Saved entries
______
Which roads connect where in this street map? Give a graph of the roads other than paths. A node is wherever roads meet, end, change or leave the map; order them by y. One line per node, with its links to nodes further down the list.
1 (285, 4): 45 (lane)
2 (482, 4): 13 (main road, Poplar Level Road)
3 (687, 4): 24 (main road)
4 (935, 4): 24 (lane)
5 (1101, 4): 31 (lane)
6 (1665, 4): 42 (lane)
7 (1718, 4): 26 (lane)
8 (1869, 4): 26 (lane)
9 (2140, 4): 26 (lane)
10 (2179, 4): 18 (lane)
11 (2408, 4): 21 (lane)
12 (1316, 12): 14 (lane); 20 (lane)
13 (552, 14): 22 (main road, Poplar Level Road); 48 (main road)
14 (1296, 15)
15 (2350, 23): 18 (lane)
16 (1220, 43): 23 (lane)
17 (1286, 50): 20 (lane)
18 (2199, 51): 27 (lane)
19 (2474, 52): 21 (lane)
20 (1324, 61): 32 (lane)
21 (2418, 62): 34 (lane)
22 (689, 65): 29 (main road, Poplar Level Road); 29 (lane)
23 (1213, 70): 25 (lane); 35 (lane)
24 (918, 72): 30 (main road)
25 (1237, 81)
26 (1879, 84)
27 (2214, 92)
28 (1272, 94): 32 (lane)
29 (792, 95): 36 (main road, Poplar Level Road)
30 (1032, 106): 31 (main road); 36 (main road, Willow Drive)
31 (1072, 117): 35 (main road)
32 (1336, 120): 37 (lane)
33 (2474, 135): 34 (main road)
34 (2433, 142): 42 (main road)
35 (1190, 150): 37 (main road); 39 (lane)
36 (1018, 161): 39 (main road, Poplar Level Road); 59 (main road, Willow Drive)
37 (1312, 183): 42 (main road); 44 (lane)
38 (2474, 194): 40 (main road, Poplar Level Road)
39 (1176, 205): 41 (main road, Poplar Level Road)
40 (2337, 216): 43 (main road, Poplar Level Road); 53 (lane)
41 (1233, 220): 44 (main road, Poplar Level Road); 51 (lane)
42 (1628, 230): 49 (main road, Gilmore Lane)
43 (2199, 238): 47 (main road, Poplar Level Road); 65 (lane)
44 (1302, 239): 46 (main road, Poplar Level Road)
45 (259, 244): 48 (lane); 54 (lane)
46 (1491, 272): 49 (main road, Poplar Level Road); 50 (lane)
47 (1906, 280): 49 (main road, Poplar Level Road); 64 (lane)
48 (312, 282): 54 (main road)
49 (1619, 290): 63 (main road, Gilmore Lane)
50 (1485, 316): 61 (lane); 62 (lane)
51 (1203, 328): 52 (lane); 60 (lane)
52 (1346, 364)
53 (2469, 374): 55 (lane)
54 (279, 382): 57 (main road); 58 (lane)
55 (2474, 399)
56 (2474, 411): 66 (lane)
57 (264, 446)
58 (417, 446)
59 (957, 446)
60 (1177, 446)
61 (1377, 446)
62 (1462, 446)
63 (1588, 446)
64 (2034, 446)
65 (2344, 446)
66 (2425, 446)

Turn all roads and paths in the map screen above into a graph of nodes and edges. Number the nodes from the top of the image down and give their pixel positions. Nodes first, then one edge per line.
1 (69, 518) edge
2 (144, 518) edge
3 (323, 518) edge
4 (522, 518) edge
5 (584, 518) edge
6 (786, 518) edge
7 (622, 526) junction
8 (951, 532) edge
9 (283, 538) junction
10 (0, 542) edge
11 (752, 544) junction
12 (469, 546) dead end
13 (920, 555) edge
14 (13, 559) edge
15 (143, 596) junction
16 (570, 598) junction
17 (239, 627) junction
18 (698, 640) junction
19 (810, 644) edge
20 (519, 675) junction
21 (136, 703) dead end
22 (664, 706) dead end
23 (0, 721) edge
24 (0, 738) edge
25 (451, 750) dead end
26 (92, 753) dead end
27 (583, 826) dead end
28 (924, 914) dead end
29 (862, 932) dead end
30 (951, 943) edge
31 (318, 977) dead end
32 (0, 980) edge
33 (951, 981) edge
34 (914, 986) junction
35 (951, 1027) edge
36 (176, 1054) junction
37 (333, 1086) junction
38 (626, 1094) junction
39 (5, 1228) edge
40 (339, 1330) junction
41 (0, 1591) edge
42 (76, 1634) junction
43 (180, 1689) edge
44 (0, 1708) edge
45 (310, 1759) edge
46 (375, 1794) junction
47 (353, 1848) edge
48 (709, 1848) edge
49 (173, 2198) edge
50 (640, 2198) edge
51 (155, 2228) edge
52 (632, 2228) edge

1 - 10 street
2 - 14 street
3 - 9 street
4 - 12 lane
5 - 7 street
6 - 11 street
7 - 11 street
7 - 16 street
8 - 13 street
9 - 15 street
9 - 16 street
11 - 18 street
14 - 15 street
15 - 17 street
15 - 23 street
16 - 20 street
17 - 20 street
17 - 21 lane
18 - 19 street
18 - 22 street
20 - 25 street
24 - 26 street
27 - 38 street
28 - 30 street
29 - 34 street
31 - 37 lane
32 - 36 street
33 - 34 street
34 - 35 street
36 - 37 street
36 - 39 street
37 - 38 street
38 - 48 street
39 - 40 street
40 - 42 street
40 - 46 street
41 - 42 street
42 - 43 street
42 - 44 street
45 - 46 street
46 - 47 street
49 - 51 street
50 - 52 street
______
→ **TASK INSTRUCTIONS**
Your reply must repeat the entries above exactly and in full.

→ **YOUR SOLUTION**
Which roads connect where in this street map? Give a graph of the roads other than paths. A node is wherever roads meet, end, change or leave the map; order them by y. One line per node, with its links to nodes further down the list.
1 (285, 4): 45 (lane)
2 (482, 4): 13 (main road, Poplar Level Road)
3 (687, 4): 24 (main road)
4 (935, 4): 24 (lane)
5 (1101, 4): 31 (lane)
6 (1665, 4): 42 (lane)
7 (1718, 4): 26 (lane)
8 (1869, 4): 26 (lane)
9 (2140, 4): 26 (lane)
10 (2179, 4): 18 (lane)
11 (2408, 4): 21 (lane)
12 (1316, 12): 14 (lane); 20 (lane)
13 (552, 14): 22 (main road, Poplar Level Road); 48 (main road)
14 (1296, 15)
15 (2350, 23): 18 (lane)
16 (1220, 43): 23 (lane)
17 (1286, 50): 20 (lane)
18 (2199, 51): 27 (lane)
19 (2474, 52): 21 (lane)
20 (1324, 61): 32 (lane)
21 (2418, 62): 34 (lane)
22 (689, 65): 29 (main road, Poplar Level Road); 29 (lane)
23 (1213, 70): 25 (lane); 35 (lane)
24 (918, 72): 30 (main road)
25 (1237, 81)
26 (1879, 84)
27 (2214, 92)
28 (1272, 94): 32 (lane)
29 (792, 95): 36 (main road, Poplar Level Road)
30 (1032, 106): 31 (main road); 36 (main road, Willow Drive)
31 (1072, 117): 35 (main road)
32 (1336, 120): 37 (lane)
33 (2474, 135): 34 (main road)
34 (2433, 142): 42 (main road)
35 (1190, 150): 37 (main road); 39 (lane)
36 (1018, 161): 39 (main road, Poplar Level Road); 59 (main road, Willow Drive)
37 (1312, 183): 42 (main road); 44 (lane)
38 (2474, 194): 40 (main road, Poplar Level Road)
39 (1176, 205): 41 (main road, Poplar Level Road)
40 (2337, 216): 43 (main road, Poplar Level Road); 53 (lane)
41 (1233, 220): 44 (main road, Poplar Level Road); 51 (lane)
42 (1628, 230): 49 (main road, Gilmore Lane)
43 (2199, 238): 47 (main road, Poplar Level Road); 65 (lane)
44 (1302, 239): 46 (main road, Poplar Level Road)
45 (259, 244): 48 (lane); 54 (lane)
46 (1491, 272): 49 (main road, Poplar Level Road); 50 (lane)
47 (1906, 280): 49 (main road, Poplar Level Road); 64 (lane)
48 (312, 282): 54 (main road)
49 (1619, 290): 63 (main road, Gilmore Lane)
50 (1485, 316): 61 (lane); 62 (lane)
51 (1203, 328): 52 (lane); 60 (lane)
52 (1346, 364)
53 (2469, 374): 55 (lane)
54 (279, 382): 57 (main road); 58 (lane)
55 (2474, 399)
56 (2474, 411): 66 (lane)
57 (264, 446)
58 (417, 446)
59 (957, 446)
60 (1177, 446)
61 (1377, 446)
62 (1462, 446)
63 (1588, 446)
64 (2034, 446)
65 (2344, 446)
66 (2425, 446)

Turn all roads and paths in the map screen above into a graph of nodes and edges. Number the nodes from the top of the image down and give their pixel positions. Nodes first, then one edge per line.
1 (69, 518) edge
2 (144, 518) edge
3 (323, 518) edge
4 (522, 518) edge
5 (584, 518) edge
6 (786, 518) edge
7 (622, 526) junction
8 (951, 532) edge
9 (283, 538) junction
10 (0, 542) edge
11 (752, 544) junction
12 (469, 546) dead end
13 (920, 555) edge
14 (13, 559) edge
15 (143, 596) junction
16 (570, 598) junction
17 (239, 627) junction
18 (698, 640) junction
19 (810, 644) edge
20 (519, 675) junction
21 (136, 703) dead end
22 (664, 706) dead end
23 (0, 721) edge
24 (0, 738) edge
25 (451, 750) dead end
26 (92, 753) dead end
27 (583, 826) dead end
28 (924, 914) dead end
29 (862, 932) dead end
30 (951, 943) edge
31 (318, 977) dead end
32 (0, 980) edge
33 (951, 981) edge
34 (914, 986) junction
35 (951, 1027) edge
36 (176, 1054) junction
37 (333, 1086) junction
38 (626, 1094) junction
39 (5, 1228) edge
40 (339, 1330) junction
41 (0, 1591) edge
42 (76, 1634) junction
43 (180, 1689) edge
44 (0, 1708) edge
45 (310, 1759) edge
46 (375, 1794) junction
47 (353, 1848) edge
48 (709, 1848) edge
49 (173, 2198) edge
50 (640, 2198) edge
51 (155, 2228) edge
52 (632, 2228) edge

1 - 10 street
2 - 14 street
3 - 9 street
4 - 12 lane
5 - 7 street
6 - 11 street
7 - 11 street
7 - 16 street
8 - 13 street
9 - 15 street
9 - 16 street
11 - 18 street
14 - 15 street
15 - 17 street
15 - 23 street
16 - 20 street
17 - 20 street
17 - 21 lane
18 - 19 street
18 - 22 street
20 - 25 street
24 - 26 street
27 - 38 street
28 - 30 street
29 - 34 street
31 - 37 lane
32 - 36 street
33 - 34 street
34 - 35 street
36 - 37 street
36 - 39 street
37 - 38 street
38 - 48 street
39 - 40 street
40 - 42 street
40 - 46 street
41 - 42 street
42 - 43 street
42 - 44 street
45 - 46 street
46 - 47 street
49 - 51 street
50 - 52 street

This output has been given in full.